### [WHAT YOU ARE ASKED TO DO]
Give the data back exactly as it stands.

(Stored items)
>>>>>

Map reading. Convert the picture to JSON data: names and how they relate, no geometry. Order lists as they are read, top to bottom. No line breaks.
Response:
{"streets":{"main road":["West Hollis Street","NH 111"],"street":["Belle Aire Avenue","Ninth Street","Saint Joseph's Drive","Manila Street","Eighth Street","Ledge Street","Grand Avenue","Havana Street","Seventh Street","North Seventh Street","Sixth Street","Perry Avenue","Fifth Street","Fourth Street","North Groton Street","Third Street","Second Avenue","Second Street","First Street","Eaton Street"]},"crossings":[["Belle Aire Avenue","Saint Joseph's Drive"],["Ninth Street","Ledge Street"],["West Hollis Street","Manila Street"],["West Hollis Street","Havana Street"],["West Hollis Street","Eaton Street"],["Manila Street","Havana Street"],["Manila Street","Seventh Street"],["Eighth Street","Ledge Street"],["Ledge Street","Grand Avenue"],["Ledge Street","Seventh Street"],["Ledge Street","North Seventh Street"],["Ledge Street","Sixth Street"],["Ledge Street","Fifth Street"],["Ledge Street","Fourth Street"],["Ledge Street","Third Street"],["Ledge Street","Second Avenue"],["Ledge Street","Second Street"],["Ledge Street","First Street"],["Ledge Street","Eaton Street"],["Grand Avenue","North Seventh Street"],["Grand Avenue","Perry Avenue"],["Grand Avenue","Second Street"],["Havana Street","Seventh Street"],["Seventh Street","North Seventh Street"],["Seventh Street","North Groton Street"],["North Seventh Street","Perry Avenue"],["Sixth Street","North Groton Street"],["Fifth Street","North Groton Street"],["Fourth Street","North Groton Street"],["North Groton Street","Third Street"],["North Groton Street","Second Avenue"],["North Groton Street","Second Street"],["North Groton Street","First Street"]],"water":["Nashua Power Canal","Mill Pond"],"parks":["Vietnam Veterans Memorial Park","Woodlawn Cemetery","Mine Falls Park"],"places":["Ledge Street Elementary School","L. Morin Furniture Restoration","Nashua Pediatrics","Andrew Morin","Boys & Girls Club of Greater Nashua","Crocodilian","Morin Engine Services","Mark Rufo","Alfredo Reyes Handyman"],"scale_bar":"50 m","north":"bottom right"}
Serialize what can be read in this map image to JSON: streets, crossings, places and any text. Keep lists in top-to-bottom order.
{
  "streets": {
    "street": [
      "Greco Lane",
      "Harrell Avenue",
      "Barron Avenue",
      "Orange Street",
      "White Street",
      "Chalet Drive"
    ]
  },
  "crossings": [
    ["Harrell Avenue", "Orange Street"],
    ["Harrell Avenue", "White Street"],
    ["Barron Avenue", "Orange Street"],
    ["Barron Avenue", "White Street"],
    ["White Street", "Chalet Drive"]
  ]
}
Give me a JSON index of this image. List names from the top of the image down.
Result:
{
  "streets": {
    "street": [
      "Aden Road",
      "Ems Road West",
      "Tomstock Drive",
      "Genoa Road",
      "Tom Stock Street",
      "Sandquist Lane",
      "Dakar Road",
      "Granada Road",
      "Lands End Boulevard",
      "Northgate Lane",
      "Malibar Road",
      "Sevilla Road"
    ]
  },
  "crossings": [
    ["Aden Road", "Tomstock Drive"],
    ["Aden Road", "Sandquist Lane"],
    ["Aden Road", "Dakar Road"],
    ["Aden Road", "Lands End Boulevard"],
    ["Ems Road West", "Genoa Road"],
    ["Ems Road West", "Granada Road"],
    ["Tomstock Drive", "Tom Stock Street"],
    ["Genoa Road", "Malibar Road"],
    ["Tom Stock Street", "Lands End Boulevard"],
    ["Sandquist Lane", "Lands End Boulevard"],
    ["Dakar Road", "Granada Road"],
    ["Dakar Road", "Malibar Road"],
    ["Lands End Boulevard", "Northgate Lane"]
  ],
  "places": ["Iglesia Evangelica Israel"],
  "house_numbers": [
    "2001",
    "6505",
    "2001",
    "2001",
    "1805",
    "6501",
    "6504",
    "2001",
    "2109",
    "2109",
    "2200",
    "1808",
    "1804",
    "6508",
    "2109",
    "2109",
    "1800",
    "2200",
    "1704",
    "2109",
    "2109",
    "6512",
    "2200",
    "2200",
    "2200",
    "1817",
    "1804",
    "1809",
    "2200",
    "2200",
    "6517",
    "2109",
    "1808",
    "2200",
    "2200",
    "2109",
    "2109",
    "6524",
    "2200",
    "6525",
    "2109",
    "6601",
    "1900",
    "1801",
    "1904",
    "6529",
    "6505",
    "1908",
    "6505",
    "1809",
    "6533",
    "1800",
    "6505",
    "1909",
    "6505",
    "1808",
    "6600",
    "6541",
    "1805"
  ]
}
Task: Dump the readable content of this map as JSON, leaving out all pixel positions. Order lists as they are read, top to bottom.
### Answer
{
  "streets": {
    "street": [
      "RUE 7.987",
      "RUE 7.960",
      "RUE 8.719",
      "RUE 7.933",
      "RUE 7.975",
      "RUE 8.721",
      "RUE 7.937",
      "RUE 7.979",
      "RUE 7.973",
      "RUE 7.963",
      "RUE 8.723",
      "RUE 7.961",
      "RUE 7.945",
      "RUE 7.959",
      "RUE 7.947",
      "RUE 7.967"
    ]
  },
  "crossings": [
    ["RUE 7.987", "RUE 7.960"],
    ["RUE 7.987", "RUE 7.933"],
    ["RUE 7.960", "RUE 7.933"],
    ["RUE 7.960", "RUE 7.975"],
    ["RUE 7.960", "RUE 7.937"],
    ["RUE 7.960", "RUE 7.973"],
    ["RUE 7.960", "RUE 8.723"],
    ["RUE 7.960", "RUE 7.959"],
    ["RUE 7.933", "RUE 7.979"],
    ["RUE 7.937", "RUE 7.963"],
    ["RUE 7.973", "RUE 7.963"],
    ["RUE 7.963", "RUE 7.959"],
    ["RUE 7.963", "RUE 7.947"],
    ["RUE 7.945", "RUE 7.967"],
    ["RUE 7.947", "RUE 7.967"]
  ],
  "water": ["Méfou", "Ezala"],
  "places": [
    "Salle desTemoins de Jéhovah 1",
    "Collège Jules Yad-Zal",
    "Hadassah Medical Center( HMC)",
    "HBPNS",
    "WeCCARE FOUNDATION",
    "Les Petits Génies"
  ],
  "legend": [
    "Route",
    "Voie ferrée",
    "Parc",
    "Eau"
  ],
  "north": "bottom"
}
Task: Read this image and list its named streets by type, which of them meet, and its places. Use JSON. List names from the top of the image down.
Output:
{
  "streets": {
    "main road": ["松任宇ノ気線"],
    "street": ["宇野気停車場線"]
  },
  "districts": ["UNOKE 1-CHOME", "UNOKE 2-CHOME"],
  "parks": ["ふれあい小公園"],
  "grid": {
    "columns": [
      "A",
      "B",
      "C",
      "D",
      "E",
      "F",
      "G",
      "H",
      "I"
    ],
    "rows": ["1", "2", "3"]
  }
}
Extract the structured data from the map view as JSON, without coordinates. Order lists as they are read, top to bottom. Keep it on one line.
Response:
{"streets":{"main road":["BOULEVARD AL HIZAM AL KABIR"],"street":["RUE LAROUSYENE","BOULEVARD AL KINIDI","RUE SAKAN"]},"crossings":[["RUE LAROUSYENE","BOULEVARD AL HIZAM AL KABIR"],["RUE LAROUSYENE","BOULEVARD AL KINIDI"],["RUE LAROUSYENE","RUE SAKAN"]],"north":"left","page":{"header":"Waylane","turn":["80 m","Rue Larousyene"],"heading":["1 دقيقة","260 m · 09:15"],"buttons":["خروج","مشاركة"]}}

<<<<<

### [SOLUTION BELOW]
Map reading. Convert the picture to JSON data: names and how they relate, no geometry. Order lists as they are read, top to bottom. No line breaks.
Response:
{"streets":{"main road":["West Hollis Street","NH 111"],"street":["Belle Aire Avenue","Ninth Street","Saint Joseph's Drive","Manila Street","Eighth Street","Ledge Street","Grand Avenue","Havana Street","Seventh Street","North Seventh Street","Sixth Street","Perry Avenue","Fifth Street","Fourth Street","North Groton Street","Third Street","Second Avenue","Second Street","First Street","Eaton Street"]},"crossings":[["Belle Aire Avenue","Saint Joseph's Drive"],["Ninth Street","Ledge Street"],["West Hollis Street","Manila Street"],["West Hollis Street","Havana Street"],["West Hollis Street","Eaton Street"],["Manila Street","Havana Street"],["Manila Street","Seventh Street"],["Eighth Street","Ledge Street"],["Ledge Street","Grand Avenue"],["Ledge Street","Seventh Street"],["Ledge Street","North Seventh Street"],["Ledge Street","Sixth Street"],["Ledge Street","Fifth Street"],["Ledge Street","Fourth Street"],["Ledge Street","Third Street"],["Ledge Street","Second Avenue"],["Ledge Street","Second Street"],["Ledge Street","First Street"],["Ledge Street","Eaton Street"],["Grand Avenue","North Seventh Street"],["Grand Avenue","Perry Avenue"],["Grand Avenue","Second Street"],["Havana Street","Seventh Street"],["Seventh Street","North Seventh Street"],["Seventh Street","North Groton Street"],["North Seventh Street","Perry Avenue"],["Sixth Street","North Groton Street"],["Fifth Street","North Groton Street"],["Fourth Street","North Groton Street"],["North Groton Street","Third Street"],["North Groton Street","Second Avenue"],["North Groton Street","Second Street"],["North Groton Street","First Street"]],"water":["Nashua Power Canal","Mill Pond"],"parks":["Vietnam Veterans Memorial Park","Woodlawn Cemetery","Mine Falls Park"],"places":["Ledge Street Elementary School","L. Morin Furniture Restoration","Nashua Pediatrics","Andrew Morin","Boys & Girls Club of Greater Nashua","Crocodilian","Morin Engine Services","Mark Rufo","Alfredo Reyes Handyman"],"scale_bar":"50 m","north":"bottom right"}
Serialize what can be read in this map image to JSON: streets, crossings, places and any text. Keep lists in top-to-bottom order.
{
  "streets": {
    "street": [
      "Greco Lane",
      "Harrell Avenue",
      "Barron Avenue",
      "Orange Street",
      "White Street",
      "Chalet Drive"
    ]
  },
  "crossings": [
    ["Harrell Avenue", "Orange Street"],
    ["Harrell Avenue", "White Street"],
    ["Barron Avenue", "Orange Street"],
    ["Barron Avenue", "White Street"],
    ["White Street", "Chalet Drive"]
  ]
}
Give me a JSON index of this image. List names from the top of the image down.
Result:
{
  "streets": {
    "street": [
      "Aden Road",
      "Ems Road West",
      "Tomstock Drive",
      "Genoa Road",
      "Tom Stock Street",
      "Sandquist Lane",
      "Dakar Road",
      "Granada Road",
      "Lands End Boulevard",
      "Northgate Lane",
      "Malibar Road",
      "Sevilla Road"
    ]
  },
  "crossings": [
    ["Aden Road", "Tomstock Drive"],
    ["Aden Road", "Sandquist Lane"],
    ["Aden Road", "Dakar Road"],
    ["Aden Road", "Lands End Boulevard"],
    ["Ems Road West", "Genoa Road"],
    ["Ems Road West", "Granada Road"],
    ["Tomstock Drive", "Tom Stock Street"],
    ["Genoa Road", "Malibar Road"],
    ["Tom Stock Street", "Lands End Boulevard"],
    ["Sandquist Lane", "Lands End Boulevard"],
    ["Dakar Road", "Granada Road"],
    ["Dakar Road", "Malibar Road"],
    ["Lands End Boulevard", "Northgate Lane"]
  ],
  "places": ["Iglesia Evangelica Israel"],
  "house_numbers": [
    "2001",
    "6505",
    "2001",
    "2001",
    "1805",
    "6501",
    "6504",
    "2001",
    "2109",
    "2109",
    "2200",
    "1808",
    "1804",
    "6508",
    "2109",
    "2109",
    "1800",
    "2200",
    "1704",
    "2109",
    "2109",
    "6512",
    "2200",
    "2200",
    "2200",
    "1817",
    "1804",
    "1809",
    "2200",
    "2200",
    "6517",
    "2109",
    "1808",
    "2200",
    "2200",
    "2109",
    "2109",
    "6524",
    "2200",
    "6525",
    "2109",
    "6601",
    "1900",
    "1801",
    "1904",
    "6529",
    "6505",
    "1908",
    "6505",
    "1809",
    "6533",
    "1800",
    "6505",
    "1909",
    "6505",
    "1808",
    "6600",
    "6541",
    "1805"
  ]
}
Task: Dump the readable content of this map as JSON, leaving out all pixel positions. Order lists as they are read, top to bottom.
### Answer
{
  "streets": {
    "street": [
      "RUE 7.987",
      "RUE 7.960",
      "RUE 8.719",
      "RUE 7.933",
      "RUE 7.975",
      "RUE 8.721",
      "RUE 7.937",
      "RUE 7.979",
      "RUE 7.973",
      "RUE 7.963",
      "RUE 8.723",
      "RUE 7.961",
      "RUE 7.945",
      "RUE 7.959",
      "RUE 7.947",
      "RUE 7.967"
    ]
  },
  "crossings": [
    ["RUE 7.987", "RUE 7.960"],
    ["RUE 7.987", "RUE 7.933"],
    ["RUE 7.960", "RUE 7.933"],
    ["RUE 7.960", "RUE 7.975"],
    ["RUE 7.960", "RUE 7.937"],
    ["RUE 7.960", "RUE 7.973"],
    ["RUE 7.960", "RUE 8.723"],
    ["RUE 7.960", "RUE 7.959"],
    ["RUE 7.933", "RUE 7.979"],
    ["RUE 7.937", "RUE 7.963"],
    ["RUE 7.973", "RUE 7.963"],
    ["RUE 7.963", "RUE 7.959"],
    ["RUE 7.963", "RUE 7.947"],
    ["RUE 7.945", "RUE 7.967"],
    ["RUE 7.947", "RUE 7.967"]
  ],
  "water": ["Méfou", "Ezala"],
  "places": [
    "Salle desTemoins de Jéhovah 1",
    "Collège Jules Yad-Zal",
    "Hadassah Medical Center( HMC)",
    "HBPNS",
    "WeCCARE FOUNDATION",
    "Les Petits Génies"
  ],
  "legend": [
    "Route",
    "Voie ferrée",
    "Parc",
    "Eau"
  ],
  "north": "bottom"
}
Task: Read this image and list its named streets by type, which of them meet, and its places. Use JSON. List names from the top of the image down.
Output:
{
  "streets": {
    "main road": ["松任宇ノ気線"],
    "street": ["宇野気停車場線"]
  },
  "districts": ["UNOKE 1-CHOME", "UNOKE 2-CHOME"],
  "parks": ["ふれあい小公園"],
  "grid": {
    "columns": [
      "A",
      "B",
      "C",
      "D",
      "E",
      "F",
      "G",
      "H",
      "I"
    ],
    "rows": ["1", "2", "3"]
  }
}
Extract the structured data from the map view as JSON, without coordinates. Order lists as they are read, top to bottom. Keep it on one line.
Response:
{"streets":{"main road":["BOULEVARD AL HIZAM AL KABIR"],"street":["RUE LAROUSYENE","BOULEVARD AL KINIDI","RUE SAKAN"]},"crossings":[["RUE LAROUSYENE","BOULEVARD AL HIZAM AL KABIR"],["RUE LAROUSYENE","BOULEVARD AL KINIDI"],["RUE LAROUSYENE","RUE SAKAN"]],"north":"left","page":{"header":"Waylane","turn":["80 m","Rue Larousyene"],"heading":["1 دقيقة","260 m · 09:15"],"buttons":["خروج","مشاركة"]}}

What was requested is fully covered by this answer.